Braintree Cleaners, run by Braintree Town Councilor Chuck Kokoras, was our next stop. I’ve known Chuck the councilor for several years, but never knew much about Chuck: the small business owner. He started the business with his wife about 25 years ago. “It’s all about service and quality,” he said as he showed me the inner workings of the shop. He highlighted energy costs and growing regulations as small business areas of concern. We talked about advertising, the upgrading of equipment, and about the outsized support the shop gives to local causes.
The final stop of the day was at Grandasia Bridal, Prom & Fashion Emporium in Quincy, run by Phi Du, who left the financial services industry a few years ago to start her family.

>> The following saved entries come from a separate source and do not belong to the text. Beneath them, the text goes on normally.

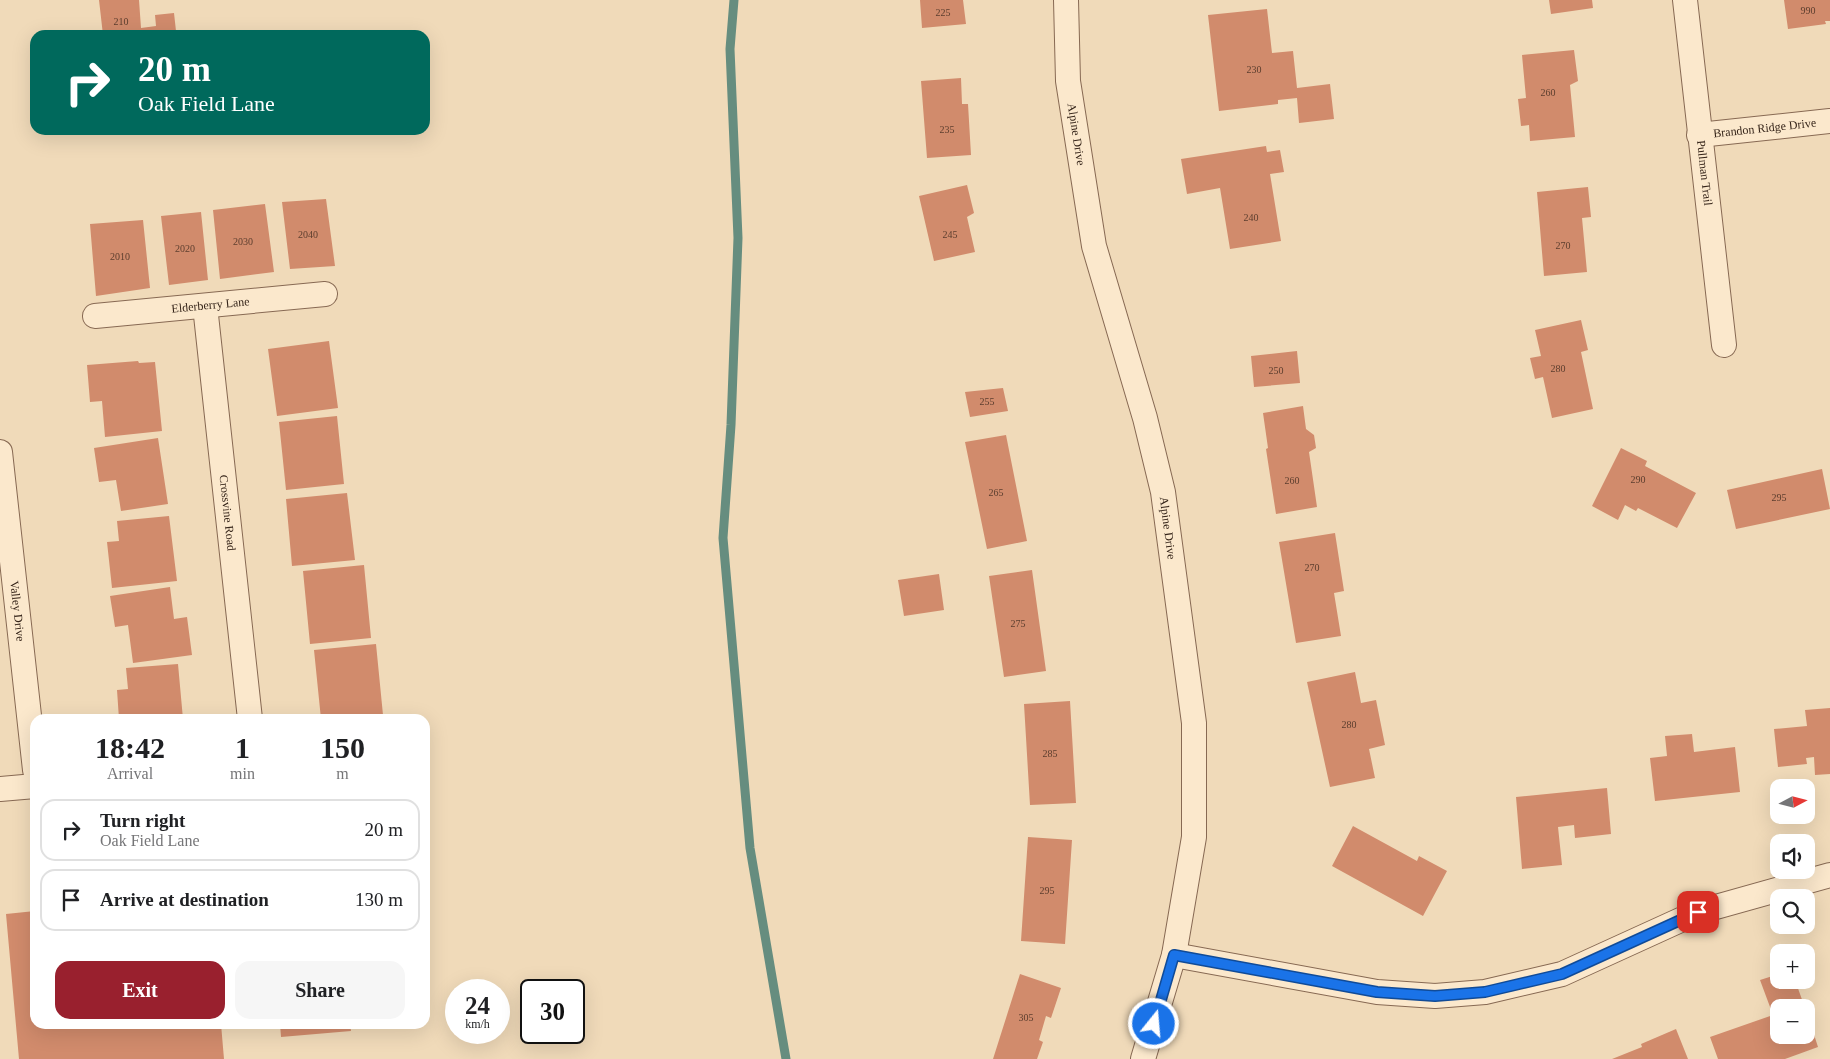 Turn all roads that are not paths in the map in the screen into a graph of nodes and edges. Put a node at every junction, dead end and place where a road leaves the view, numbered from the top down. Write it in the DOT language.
graph roads {
  1 [pos="1066,0"];
  2 [pos="1685,0"];
  3 [pos="1830,121"];
  4 [pos="1700,135"];
  5 [pos="325,294"];
  6 [pos="205,306"];
  7 [pos="95,316"];
  8 [pos="1724,345"];
  9 [pos="0,452"];
  10 [pos="249,714"];
  11 [pos="30,725"];
  12 [pos="30,786"];
  13 [pos="0,789"];
  14 [pos="1830,875"];
  15 [pos="1174,955"];
  16 [pos="1143,1059"];
  1 -- 15 [label="street, Alpine Drive"];
  2 -- 4 [label="street, Pullman Trail"];
  3 -- 4 [label="street, Brandon Ridge Drive"];
  4 -- 8 [label="street, Pullman Trail"];
  5 -- 6 [label="street, Elderberry Lane"];
  6 -- 7 [label="street, Elderberry Lane"];
  6 -- 10 [label="street, Crossvine Road"];
  9 -- 11 [label="street, Valley Drive"];
  12 -- 13 [label="street"];
  14 -- 15 [label="street"];
  15 -- 16 [label="street, Alpine Drive"];
}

The dresses in the window and on the first floor of the shop clearly indicated it was prom season, and with each sale during our visit there was a real sense of excitement. I was amazed at the inventory, both its quality and quantity, pleased that it was from manufacturers based in the United States, and impressed by the enthusiasm and professionalism of the young staff. Downstairs were hundreds, if not thousands of wedding dresses. Full tailoring is also provided. As I was leaving the shop I was introduced to one of the junior seamstresses, a senior student at nearby Quincy High School who was just arriving after her day at school, who was excited to be working at the shop as she mulled her college decision between the Mass College of Art and the New York Fashion Institute. Phi is very optimistic about the future, and excited about the continuing redevelopment of Quincy Center. Quite simply, Grandasia is a very impressive business.

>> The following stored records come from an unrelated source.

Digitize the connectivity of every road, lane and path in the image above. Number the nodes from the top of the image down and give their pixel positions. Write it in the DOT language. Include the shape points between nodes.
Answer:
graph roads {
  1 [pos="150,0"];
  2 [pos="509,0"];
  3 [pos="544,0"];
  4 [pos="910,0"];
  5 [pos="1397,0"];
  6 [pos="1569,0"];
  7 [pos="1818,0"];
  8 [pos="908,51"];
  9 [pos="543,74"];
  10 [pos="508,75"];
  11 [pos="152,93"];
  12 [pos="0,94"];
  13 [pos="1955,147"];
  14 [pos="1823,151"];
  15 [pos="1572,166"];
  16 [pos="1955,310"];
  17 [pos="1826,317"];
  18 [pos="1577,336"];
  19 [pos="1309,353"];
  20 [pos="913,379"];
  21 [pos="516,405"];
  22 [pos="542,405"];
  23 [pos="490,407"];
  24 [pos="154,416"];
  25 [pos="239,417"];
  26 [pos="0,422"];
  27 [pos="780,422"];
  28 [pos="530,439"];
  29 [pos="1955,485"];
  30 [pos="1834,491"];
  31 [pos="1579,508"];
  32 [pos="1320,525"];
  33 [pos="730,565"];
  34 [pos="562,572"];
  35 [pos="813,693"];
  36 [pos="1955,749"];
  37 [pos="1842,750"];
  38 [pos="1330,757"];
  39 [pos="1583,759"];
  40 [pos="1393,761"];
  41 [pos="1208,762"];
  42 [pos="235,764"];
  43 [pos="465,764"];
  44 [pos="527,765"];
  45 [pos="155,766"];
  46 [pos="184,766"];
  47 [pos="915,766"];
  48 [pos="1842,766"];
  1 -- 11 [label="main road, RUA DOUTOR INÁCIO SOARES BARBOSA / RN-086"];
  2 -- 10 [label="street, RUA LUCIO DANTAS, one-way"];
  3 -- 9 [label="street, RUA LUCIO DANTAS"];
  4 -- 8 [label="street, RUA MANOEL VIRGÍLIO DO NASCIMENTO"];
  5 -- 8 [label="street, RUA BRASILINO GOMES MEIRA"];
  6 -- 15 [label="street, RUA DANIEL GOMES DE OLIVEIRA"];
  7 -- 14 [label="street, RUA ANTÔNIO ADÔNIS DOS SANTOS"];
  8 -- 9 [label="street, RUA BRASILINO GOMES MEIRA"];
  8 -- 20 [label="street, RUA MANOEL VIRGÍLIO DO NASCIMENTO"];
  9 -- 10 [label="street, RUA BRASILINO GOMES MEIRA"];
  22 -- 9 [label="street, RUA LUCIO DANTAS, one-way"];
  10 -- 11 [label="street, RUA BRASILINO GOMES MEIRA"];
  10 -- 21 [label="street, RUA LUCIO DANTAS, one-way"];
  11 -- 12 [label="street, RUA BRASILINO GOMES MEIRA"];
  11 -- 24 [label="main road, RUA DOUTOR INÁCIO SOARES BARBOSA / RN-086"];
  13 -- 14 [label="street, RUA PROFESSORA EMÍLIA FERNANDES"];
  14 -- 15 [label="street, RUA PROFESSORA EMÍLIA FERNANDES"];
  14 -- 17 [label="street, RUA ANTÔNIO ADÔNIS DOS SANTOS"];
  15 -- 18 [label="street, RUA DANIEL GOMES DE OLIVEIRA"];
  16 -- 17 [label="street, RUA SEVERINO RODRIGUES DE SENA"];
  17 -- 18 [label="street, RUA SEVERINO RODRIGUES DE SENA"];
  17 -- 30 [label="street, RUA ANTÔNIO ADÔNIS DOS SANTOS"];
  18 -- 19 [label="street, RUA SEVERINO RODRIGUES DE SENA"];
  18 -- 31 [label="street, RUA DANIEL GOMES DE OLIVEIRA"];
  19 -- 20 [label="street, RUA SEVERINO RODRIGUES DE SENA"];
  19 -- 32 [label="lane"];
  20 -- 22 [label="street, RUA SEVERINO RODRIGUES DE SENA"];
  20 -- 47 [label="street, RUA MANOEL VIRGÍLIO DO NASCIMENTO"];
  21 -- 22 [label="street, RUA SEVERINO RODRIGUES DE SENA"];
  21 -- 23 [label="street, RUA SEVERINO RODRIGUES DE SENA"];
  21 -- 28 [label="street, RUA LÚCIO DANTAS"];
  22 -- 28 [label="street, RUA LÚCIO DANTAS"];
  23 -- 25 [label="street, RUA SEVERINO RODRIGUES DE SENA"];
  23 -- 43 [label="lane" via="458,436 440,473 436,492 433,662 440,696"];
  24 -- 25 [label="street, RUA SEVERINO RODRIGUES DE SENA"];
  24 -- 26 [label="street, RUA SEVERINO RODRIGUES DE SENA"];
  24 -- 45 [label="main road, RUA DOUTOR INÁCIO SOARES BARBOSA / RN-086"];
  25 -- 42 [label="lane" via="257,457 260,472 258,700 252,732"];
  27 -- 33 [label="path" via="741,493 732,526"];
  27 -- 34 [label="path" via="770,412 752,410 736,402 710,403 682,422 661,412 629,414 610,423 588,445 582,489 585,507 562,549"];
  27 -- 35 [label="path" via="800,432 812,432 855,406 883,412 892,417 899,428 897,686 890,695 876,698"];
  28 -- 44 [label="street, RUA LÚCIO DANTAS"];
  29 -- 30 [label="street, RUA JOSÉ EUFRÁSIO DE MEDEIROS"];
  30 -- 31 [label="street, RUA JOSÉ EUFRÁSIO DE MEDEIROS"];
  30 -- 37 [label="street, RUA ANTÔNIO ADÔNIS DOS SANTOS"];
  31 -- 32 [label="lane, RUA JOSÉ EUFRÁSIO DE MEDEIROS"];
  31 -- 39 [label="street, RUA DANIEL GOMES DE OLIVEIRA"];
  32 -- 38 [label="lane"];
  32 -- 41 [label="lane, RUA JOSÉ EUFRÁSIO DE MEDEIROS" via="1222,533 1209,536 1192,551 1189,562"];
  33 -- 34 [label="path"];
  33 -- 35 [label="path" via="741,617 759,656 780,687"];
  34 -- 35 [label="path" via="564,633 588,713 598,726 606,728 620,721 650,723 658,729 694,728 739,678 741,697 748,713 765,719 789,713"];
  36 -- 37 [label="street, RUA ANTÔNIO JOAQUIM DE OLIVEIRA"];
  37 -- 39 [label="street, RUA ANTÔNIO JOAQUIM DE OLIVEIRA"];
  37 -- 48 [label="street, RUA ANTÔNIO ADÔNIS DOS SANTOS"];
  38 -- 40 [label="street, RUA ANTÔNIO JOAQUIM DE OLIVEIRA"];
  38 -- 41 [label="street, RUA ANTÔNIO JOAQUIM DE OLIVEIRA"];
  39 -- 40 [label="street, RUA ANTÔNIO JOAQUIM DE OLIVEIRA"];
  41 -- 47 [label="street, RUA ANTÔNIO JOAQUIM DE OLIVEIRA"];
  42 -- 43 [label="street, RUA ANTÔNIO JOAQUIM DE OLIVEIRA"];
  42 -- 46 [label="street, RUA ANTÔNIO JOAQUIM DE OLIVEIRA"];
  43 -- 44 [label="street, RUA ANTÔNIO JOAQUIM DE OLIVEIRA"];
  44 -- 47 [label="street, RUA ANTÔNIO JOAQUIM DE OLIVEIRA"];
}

So, while our local small businesses are not grabbing headlines like GE, they are providing jobs, and while their employees may never get rich, if they are willing to be trained and work hard, they can make a decent living. What they earn is then pumped back into the local economy. The small businesses also offer quality products and services, and the spinoff effect of these businesses is enormous. They retain local accountants, attorneys and health benefits consultants, they buy supplies locally, they get their vehicles maintained and repaired at local garages, they eat at nearby sandwich shops, and they pay local real property and personal property taxes, and pay excise taxes as well. They belong to and draw on the resources of the South Shore Chamber of Commerce and the Quincy Chamber of Commerce. But what impressed me most is how much the owners and employees of these small businesses give back. They volunteer time, goods and services, they belong to and support local clubs and organizations, and make the growth and bettering of their communities and employees a cornerstone of their business models.
GE choosing Boston for its new national headquarters is notable, but it doesn’t match the excitement of the success of our local small businesses. They are the backbone of our local economies, and add so much to the fabric of our communities.